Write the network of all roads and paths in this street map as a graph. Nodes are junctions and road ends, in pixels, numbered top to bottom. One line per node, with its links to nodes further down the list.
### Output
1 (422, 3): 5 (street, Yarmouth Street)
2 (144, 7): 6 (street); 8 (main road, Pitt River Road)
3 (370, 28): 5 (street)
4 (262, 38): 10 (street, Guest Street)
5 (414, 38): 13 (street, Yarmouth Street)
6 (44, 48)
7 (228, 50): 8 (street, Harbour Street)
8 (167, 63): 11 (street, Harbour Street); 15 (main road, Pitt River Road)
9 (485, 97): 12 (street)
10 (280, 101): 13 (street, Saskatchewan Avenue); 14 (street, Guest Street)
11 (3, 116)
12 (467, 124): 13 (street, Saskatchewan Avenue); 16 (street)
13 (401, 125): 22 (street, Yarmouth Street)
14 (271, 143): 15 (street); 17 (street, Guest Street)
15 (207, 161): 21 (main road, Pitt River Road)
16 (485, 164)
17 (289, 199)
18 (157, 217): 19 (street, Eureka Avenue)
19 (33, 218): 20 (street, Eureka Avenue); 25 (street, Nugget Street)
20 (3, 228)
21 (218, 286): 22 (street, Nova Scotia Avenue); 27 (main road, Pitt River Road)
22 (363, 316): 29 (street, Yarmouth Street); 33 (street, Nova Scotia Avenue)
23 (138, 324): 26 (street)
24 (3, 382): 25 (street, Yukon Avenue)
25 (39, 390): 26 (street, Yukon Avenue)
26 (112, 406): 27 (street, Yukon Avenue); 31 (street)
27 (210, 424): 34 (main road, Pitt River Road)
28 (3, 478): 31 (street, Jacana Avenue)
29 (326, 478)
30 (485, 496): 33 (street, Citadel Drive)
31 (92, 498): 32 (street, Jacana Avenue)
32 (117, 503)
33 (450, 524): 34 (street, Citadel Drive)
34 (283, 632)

> Problem to solve:
Prepare a faithful transcription of the material above, with nothing altered.

> Solution:
Write the network of all roads and paths in this street map as a graph. Nodes are junctions and road ends, in pixels, numbered top to bottom. One line per node, with its links to nodes further down the list.
### Output
1 (422, 3): 5 (street, Yarmouth Street)
2 (144, 7): 6 (street); 8 (main road, Pitt River Road)
3 (370, 28): 5 (street)
4 (262, 38): 10 (street, Guest Street)
5 (414, 38): 13 (street, Yarmouth Street)
6 (44, 48)
7 (228, 50): 8 (street, Harbour Street)
8 (167, 63): 11 (street, Harbour Street); 15 (main road, Pitt River Road)
9 (485, 97): 12 (street)
10 (280, 101): 13 (street, Saskatchewan Avenue); 14 (street, Guest Street)
11 (3, 116)
12 (467, 124): 13 (street, Saskatchewan Avenue); 16 (street)
13 (401, 125): 22 (street, Yarmouth Street)
14 (271, 143): 15 (street); 17 (street, Guest Street)
15 (207, 161): 21 (main road, Pitt River Road)
16 (485, 164)
17 (289, 199)
18 (157, 217): 19 (street, Eureka Avenue)
19 (33, 218): 20 (street, Eureka Avenue); 25 (street, Nugget Street)
20 (3, 228)
21 (218, 286): 22 (street, Nova Scotia Avenue); 27 (main road, Pitt River Road)
22 (363, 316): 29 (street, Yarmouth Street); 33 (street, Nova Scotia Avenue)
23 (138, 324): 26 (street)
24 (3, 382): 25 (street, Yukon Avenue)
25 (39, 390): 26 (street, Yukon Avenue)
26 (112, 406): 27 (street, Yukon Avenue); 31 (street)
27 (210, 424): 34 (main road, Pitt River Road)
28 (3, 478): 31 (street, Jacana Avenue)
29 (326, 478)
30 (485, 496): 33 (street, Citadel Drive)
31 (92, 498): 32 (street, Jacana Avenue)
32 (117, 503)
33 (450, 524): 34 (street, Citadel Drive)
34 (283, 632)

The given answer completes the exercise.